Жития святых надо читать, но не всегда надо ограничивать свое восприятие данного святого прочитанным текстом. Надо желать узнать что-то, о чем, здесь, может быть, и не сказано. В “житиях” бывает иногда некоторое затемнение образа, – индивидуальность святого, т. е. реальность в божественно-человеческом смысле, скрывается иногда в нивелирующем тумане какой-то благочестивой стандартности, а великое чудо преображения человека, то “дуновение Иисусово”, которое несет в своем дыхании каждый святой, – все это, благодаря туману, делается незримым и неслышным.

В житиях преп. Сергия, и в особенности преп. Серафима нет тумана, хотя там описаны и великие чудеса, совершенные ими. Вот почему образ преп. Серафима так особенно близок нам, так всесилен в отношении нас, вот почему так радостно бывает в ясный летний день закинуть голову, всмотреться в легкие облака и вдруг осознать, что они, вот эти облака, вот совершенно так же шли по голубому небу над Саровом, когда там ходил живой преподобный.
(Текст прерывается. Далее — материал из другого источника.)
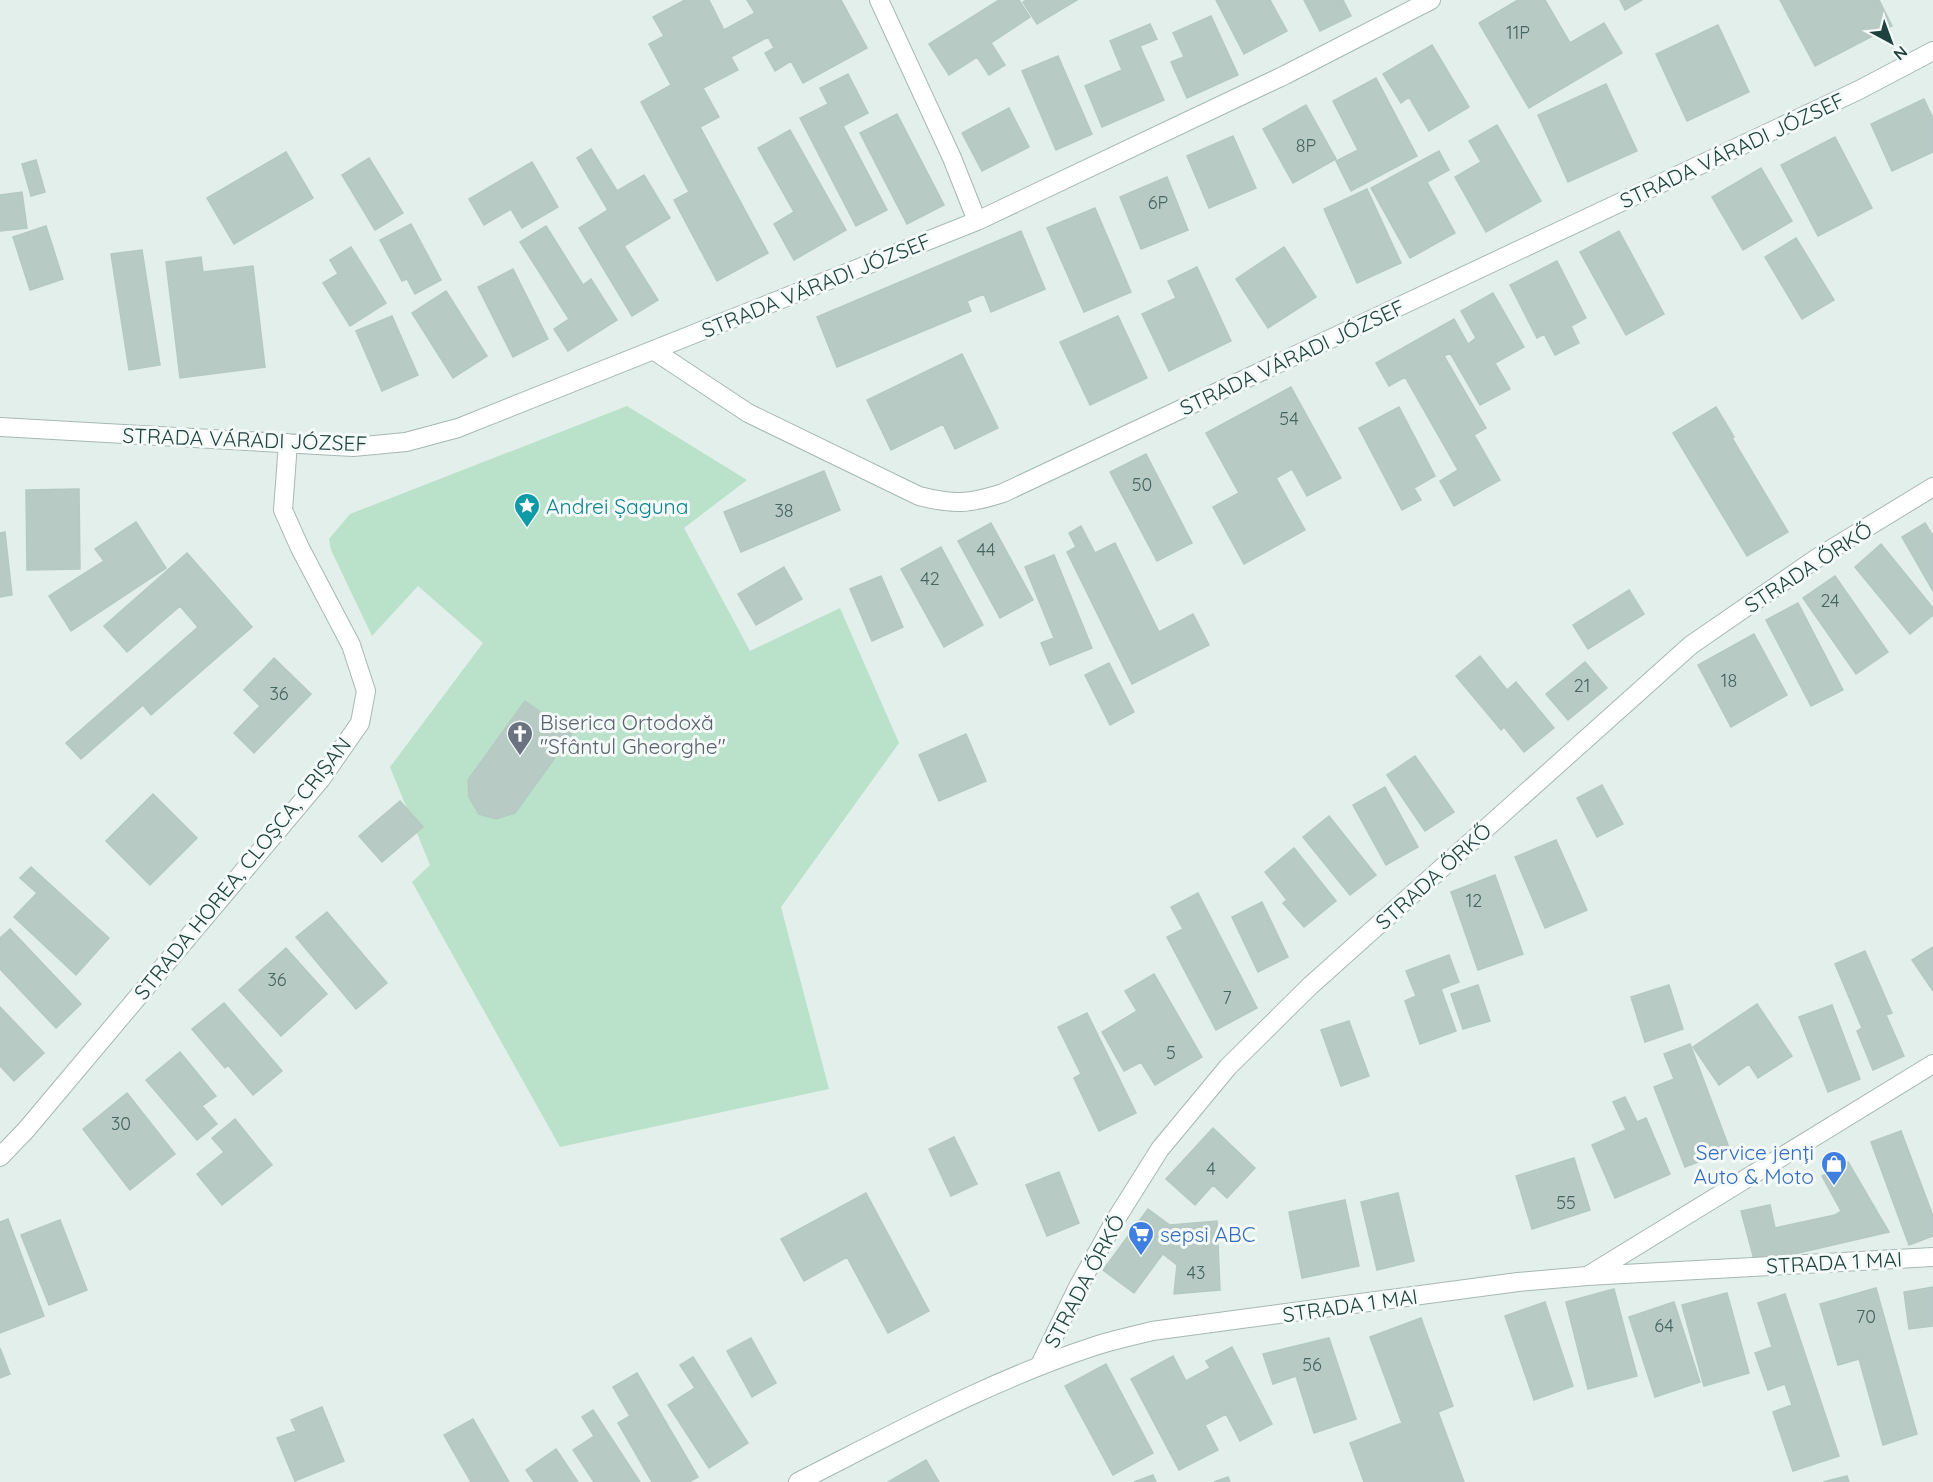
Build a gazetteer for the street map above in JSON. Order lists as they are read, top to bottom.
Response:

Такое великое открытие есть в этом осознании: я действительно живу вместе с ними под единым голубым неумирающим небом русской Церкви.

*

В “Изложении Веры” св. Максима Исповедника есть слова, вводящие в догмат о Церкви: Два существа (о Сыне) исповедуют одно единосущное Отцу по Божеству, а второе единосущное матери по человечеству”.

Христос единосущен не только Отцу, но и матери, а это значит, что Богочеловек единосущен человеку и, тем самым, Церковь единосущна Христу. Вот почему и сказано апостолом, что “Церковь есть Тело Его”, тело Богочеловека, и вот почему Церковь есть Богоматерь, как из себя образовавшая это богочеловеческое тело Христа. Церковь есть непостижимое единство человека и Бога, Богоматери и Бога.

“Приходит от чертога чрева Твоего Бог, якоже Царь, одеянный боготканною багряницею обогрения тайного пречистых кровей Твоих, Безневестная, и царствует над землею” (Канон утра недели мясопусной, песнь 7).

*

“Троице Всесвятая, Единый и Трисолнечнный Свете, ущедри мир” (пятн. нед. Ваий. Канон песнь 9).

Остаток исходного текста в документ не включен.